### Work instructions
Your task is to find every line in the records that holds the string "dead" and copy it.
[Start of Attachment]
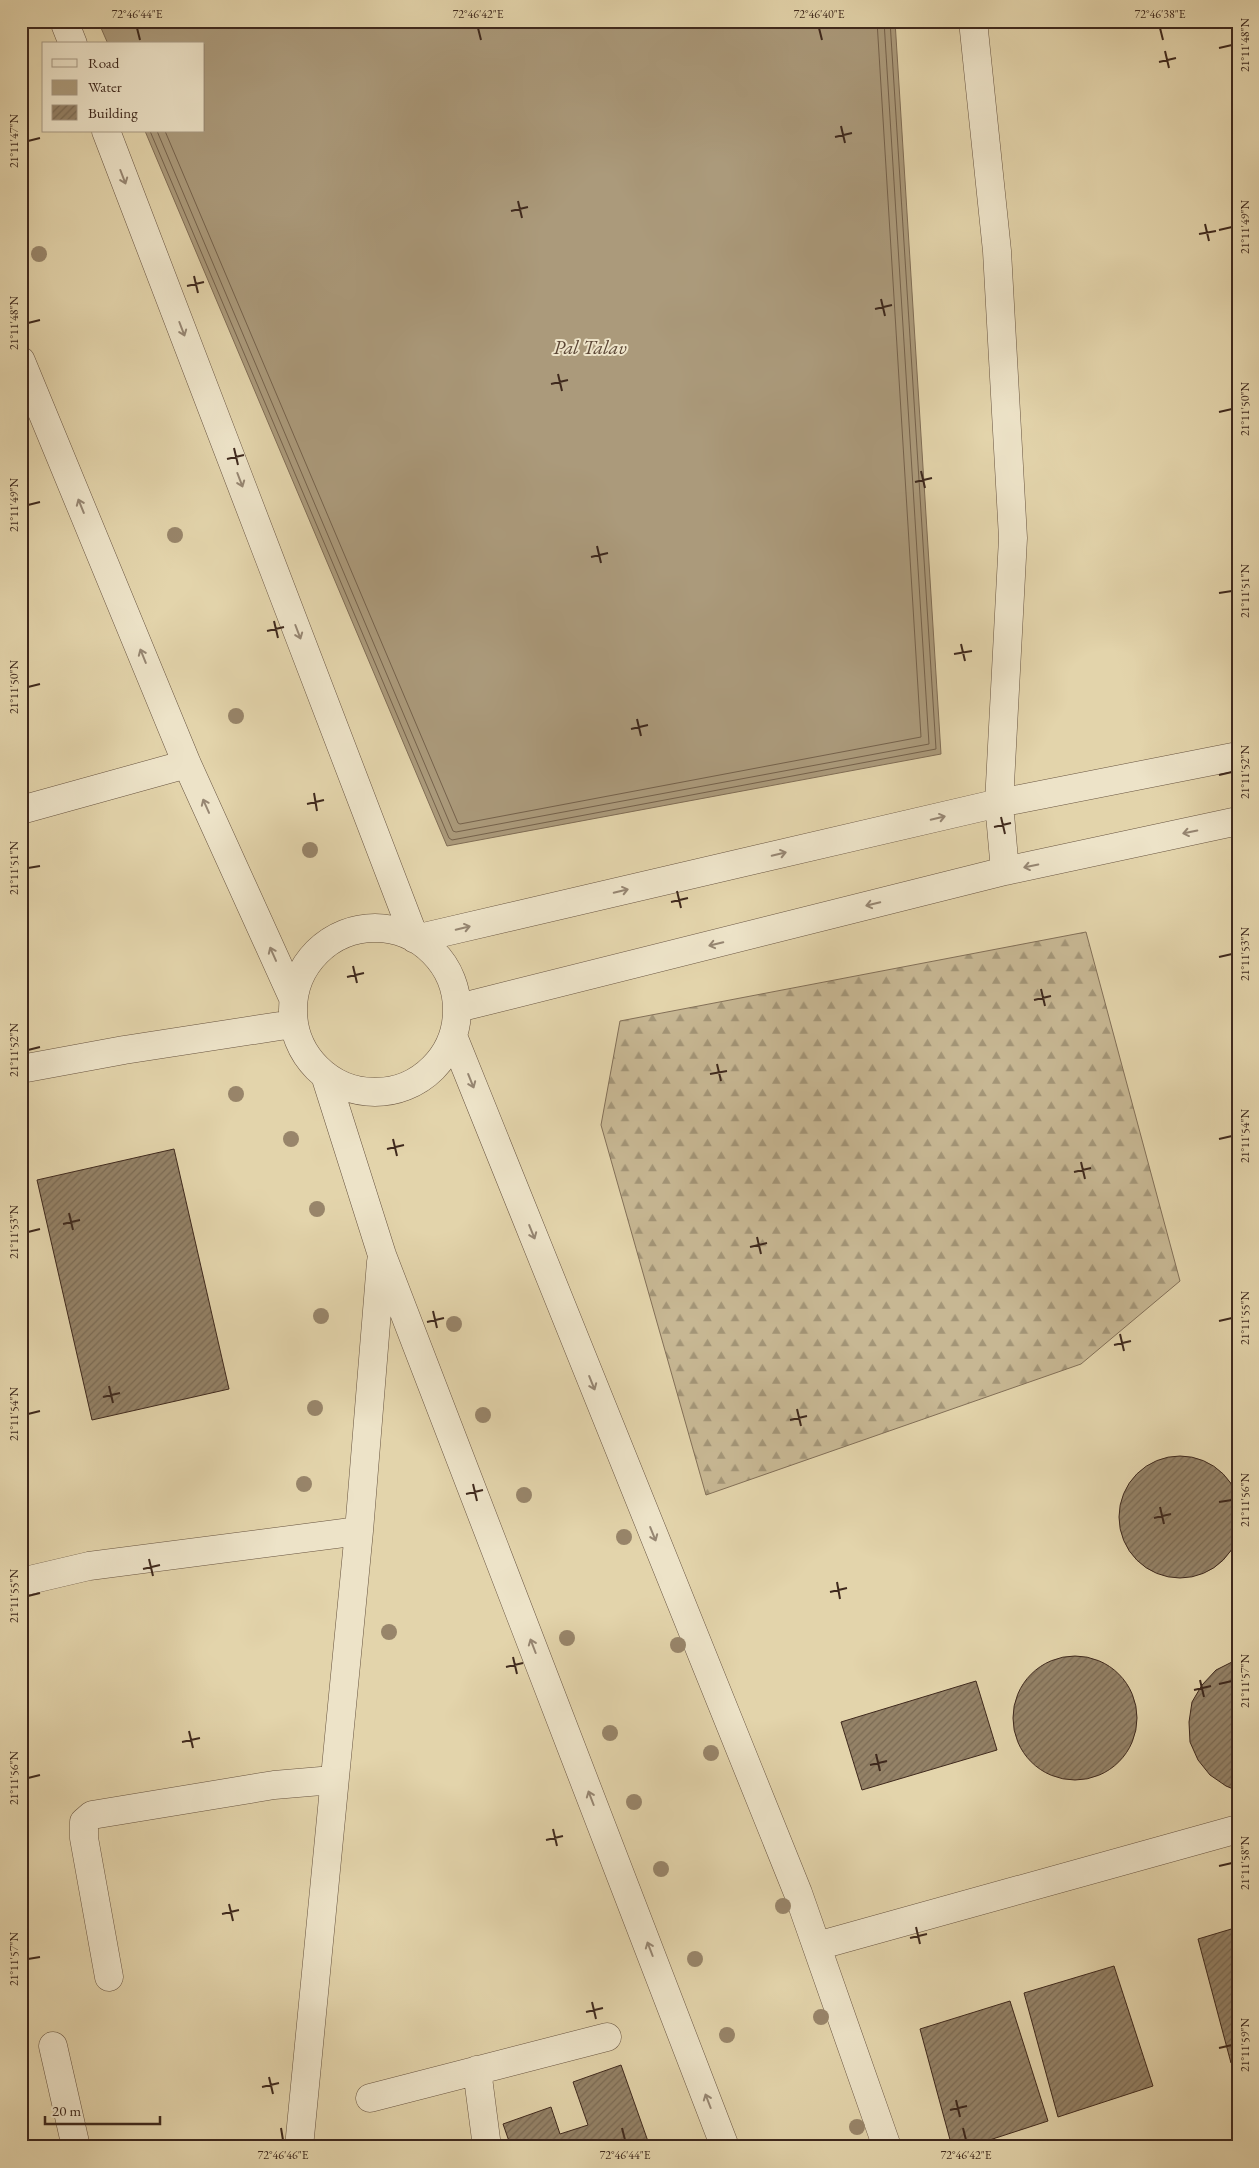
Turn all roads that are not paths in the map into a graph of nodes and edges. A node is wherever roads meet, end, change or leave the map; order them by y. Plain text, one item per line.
1 (64, 21) edge
2 (974, 21) edge
3 (71, 42) edge
4 (106, 132) edge
5 (21, 361) edge
6 (1238, 756) edge
7 (187, 764) junction
8 (1000, 803) junction
9 (21, 810) edge
10 (1238, 822) edge
11 (1005, 871) junction
12 (415, 939) junction
13 (458, 1008) junction
14 (293, 1011) junction
15 (453, 1036) junction
16 (21, 1070) edge
17 (325, 1075) junction
18 (382, 1255) junction
19 (358, 1531) junction
20 (21, 1582) edge
21 (333, 1780) junction
22 (1238, 1829) edge
23 (816, 1946) junction
24 (108, 1977) dead end
25 (607, 2036) dead end
26 (53, 2046) dead end
27 (477, 2070) junction
28 (370, 2098) dead end
29 (76, 2147) edge
30 (299, 2147) edge
31 (487, 2147) edge
32 (725, 2147) edge
33 (887, 2147) edge

1 - 3 street
2 - 8 street
4 -> 12 street
7 -> 5 street
6 - 8 street
7 - 9 street
14 -> 7 street
8 - 11 street
12 -> 8 street
10 -> 11 street
11 -> 13 street
12 - 13 street
12 - 14 street
13 - 15 street
14 - 16 street
14 - 17 street
15 - 17 street
15 -> 23 street
17 - 18 street
18 - 19 street
32 -> 18 street
19 - 20 street
19 - 21 street
21 - 24 street
21 - 30 street
22 - 23 street
23 - 33 street
25 - 27 street
26 - 29 street
27 - 28 street
27 - 31 street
[End of Attachment]
### Your solution
24 (108, 1977) dead end
25 (607, 2036) dead end
26 (53, 2046) dead end
28 (370, 2098) dead end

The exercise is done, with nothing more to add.